UNIT III COLLISIONS IN PLASMAS

Binary Collisions between Charged Particles, Scattering Angle, Differential Cross-Section for Scattering by Angle, Relaxation Processes, ,Energy Loss, Cut-offs Estimate, Momentum Loss, Thermal Distribution Collisions, Thermal Collision Frequencies, Applications of Collision Analysis, Energy Equilibration

UNIT IV FLUID DESCRIPTION OF PLASMA

Particle Conservation (In 2-d Space),Fluid Motion, Lagrangian& Eulerian Viewpoints, Two-fluid Equilibrium: Diamagnetic Current, Reduction of Fluid Approach to the Single Fluid Equations, Single Fluid Equations: M.H.D, Heuristic Derivation/Explanation, Maxwell’s Equations for MHD Us, MHD Equilibria, General Properties of MHD Equilibria, Low β equilibria: Force-Free Plasmas, Toroidal Equilibrium, MHD Stability, General Principles Governing Instabilities.
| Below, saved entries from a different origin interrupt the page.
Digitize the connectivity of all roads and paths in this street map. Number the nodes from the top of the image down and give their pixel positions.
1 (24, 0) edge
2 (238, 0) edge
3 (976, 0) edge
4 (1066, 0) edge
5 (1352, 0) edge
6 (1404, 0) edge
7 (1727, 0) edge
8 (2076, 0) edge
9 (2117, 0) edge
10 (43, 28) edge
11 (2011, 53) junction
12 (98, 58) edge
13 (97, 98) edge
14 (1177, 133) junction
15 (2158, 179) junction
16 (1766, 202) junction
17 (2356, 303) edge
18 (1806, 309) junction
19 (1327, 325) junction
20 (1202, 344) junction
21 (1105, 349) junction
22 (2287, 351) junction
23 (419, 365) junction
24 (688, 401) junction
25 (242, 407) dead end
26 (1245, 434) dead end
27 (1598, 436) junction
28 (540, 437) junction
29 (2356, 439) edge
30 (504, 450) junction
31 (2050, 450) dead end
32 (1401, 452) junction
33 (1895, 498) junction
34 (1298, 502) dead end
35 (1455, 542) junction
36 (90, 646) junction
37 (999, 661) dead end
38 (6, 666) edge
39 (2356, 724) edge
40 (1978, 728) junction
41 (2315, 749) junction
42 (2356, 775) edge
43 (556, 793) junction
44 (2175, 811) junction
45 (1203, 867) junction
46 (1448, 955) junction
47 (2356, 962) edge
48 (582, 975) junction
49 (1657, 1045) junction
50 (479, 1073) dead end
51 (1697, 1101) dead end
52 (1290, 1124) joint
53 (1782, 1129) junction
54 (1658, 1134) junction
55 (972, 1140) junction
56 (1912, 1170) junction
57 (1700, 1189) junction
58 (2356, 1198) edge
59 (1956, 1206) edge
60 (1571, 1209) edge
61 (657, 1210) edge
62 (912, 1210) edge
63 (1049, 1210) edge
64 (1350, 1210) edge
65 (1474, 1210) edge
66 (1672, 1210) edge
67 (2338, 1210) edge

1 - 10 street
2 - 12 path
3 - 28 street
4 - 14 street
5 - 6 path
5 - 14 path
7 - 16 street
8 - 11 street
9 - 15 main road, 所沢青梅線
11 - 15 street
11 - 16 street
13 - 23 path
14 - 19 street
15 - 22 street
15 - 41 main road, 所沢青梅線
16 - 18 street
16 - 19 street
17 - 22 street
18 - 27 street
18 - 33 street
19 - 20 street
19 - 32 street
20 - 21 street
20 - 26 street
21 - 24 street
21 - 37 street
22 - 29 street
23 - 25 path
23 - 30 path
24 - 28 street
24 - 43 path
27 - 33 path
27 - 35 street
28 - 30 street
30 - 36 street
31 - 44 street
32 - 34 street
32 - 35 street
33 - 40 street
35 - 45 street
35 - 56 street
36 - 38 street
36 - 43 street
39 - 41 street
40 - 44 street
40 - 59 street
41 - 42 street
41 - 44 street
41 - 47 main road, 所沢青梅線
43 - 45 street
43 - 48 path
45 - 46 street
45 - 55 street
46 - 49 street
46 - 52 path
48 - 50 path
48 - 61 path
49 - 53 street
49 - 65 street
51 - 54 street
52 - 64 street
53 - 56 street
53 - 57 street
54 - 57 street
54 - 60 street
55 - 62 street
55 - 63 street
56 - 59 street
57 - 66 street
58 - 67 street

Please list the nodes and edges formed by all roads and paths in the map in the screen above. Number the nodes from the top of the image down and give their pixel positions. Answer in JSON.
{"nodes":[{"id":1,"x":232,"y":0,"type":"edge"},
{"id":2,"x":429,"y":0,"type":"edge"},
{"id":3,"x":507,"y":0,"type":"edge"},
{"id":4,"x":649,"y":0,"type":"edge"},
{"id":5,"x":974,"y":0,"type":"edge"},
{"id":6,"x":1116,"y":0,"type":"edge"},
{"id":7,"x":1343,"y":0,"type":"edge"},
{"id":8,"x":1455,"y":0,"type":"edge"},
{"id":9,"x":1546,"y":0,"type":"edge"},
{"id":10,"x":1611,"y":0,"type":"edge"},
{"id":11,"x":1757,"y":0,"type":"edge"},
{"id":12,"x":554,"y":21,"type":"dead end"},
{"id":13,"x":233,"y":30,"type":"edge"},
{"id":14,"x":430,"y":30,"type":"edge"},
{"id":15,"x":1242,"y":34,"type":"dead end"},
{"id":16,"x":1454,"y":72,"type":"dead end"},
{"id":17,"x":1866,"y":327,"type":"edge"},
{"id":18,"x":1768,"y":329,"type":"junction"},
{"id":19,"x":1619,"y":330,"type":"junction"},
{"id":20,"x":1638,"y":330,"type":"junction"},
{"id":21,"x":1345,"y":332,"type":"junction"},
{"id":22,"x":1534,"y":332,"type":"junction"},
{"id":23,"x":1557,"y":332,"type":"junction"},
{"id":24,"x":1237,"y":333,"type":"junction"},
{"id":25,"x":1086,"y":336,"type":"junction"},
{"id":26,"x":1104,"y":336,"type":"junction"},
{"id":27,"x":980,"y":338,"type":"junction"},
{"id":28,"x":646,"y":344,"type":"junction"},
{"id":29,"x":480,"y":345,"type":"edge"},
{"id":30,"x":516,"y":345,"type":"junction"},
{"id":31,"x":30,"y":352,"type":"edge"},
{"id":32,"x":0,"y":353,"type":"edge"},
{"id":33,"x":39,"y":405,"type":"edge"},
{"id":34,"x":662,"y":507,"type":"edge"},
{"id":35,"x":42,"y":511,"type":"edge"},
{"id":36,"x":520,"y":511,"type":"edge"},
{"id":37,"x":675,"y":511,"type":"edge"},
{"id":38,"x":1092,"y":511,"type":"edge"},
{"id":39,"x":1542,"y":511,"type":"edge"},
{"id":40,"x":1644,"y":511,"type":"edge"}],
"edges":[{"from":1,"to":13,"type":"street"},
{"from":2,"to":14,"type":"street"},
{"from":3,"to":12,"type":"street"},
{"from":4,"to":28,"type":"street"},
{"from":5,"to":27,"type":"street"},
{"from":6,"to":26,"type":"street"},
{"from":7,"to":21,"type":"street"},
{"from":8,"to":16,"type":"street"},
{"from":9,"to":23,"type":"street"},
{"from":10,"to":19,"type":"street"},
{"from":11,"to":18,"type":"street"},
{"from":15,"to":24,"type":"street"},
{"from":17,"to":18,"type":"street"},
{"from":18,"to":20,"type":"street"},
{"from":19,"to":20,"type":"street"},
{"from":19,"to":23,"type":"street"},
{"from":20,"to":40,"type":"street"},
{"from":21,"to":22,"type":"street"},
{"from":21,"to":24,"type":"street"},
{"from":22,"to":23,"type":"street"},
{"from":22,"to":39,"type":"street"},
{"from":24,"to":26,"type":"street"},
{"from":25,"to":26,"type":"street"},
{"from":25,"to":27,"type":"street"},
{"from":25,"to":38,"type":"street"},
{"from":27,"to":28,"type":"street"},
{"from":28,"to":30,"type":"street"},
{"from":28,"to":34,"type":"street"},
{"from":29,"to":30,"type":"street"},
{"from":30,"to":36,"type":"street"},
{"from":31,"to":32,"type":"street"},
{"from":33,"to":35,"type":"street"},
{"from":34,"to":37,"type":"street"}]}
UNIT V ELECTROMAGNETIC WAVES IN PLASMAS

Linear Waves in Anisotropic Medium, Isotropic Medium, High Frequency Plasma Conductivity, Cold Plasma Waves, Thermal Effects on Plasma Waves, Electrostatic Approximation Waves, Simple Example of MHD Dynamics: Alfven Waves, Non-uniform Plasmas and Wave Propagation, Two Stream Instability, Kinetic Theory of Plasma Waves, Vlasov Equation, Linearized Wave Solution of Vlasov Equation, Landau’s Original Approach, Solution of Dispersion Relation, Direct Calculation of Collisionless Particle Heating, Damping Mechanisms, Ion Acoustic Waves and Landau Damping, Alternative Expressions of Dielectric Tensor Elements, Electromagnetic Waves in Unmagnetized Vlasov Plasma Experimental Verification of Landau Damping

TOTAL: 45 PERIODS

COURSE OUTCOMES:

At the end of the course, students will be able
CO1: To acquire knowledge on the use of plasma and its application in field of Aerospace vehicles.
CO2: To realize the basic motion of charged particles and flow physics.
CO3: To get exposure on the significance of particle collision.
CO4: To acquire knowledge about the motion of MHD and its stability in the flow field.
CO5: To get through knowledge in the field of plasma wave kinetics.

REFERENCES:

1. Dan M. Goebel, Ira Katz, “Fundamentals of Electric Propulsion: Ion and Hall Thrusters”, Wiley publication, 1st edition,2008.
2. George P. Sutton& Oscar Biblarz, “Rocket Propulsion Elements”, Wiley publication, 9th Edition, 2016.
3. Prof. Hutchinson, “Introduction to Plasma Physics I”, lecture notes, MIT open courseware.
4. Luis Conde, “An Introduction to Plasma Physics and its Space Applications, Volume 1”,Morgan & Claypool Publishers as part of IOP Publishing- 2018.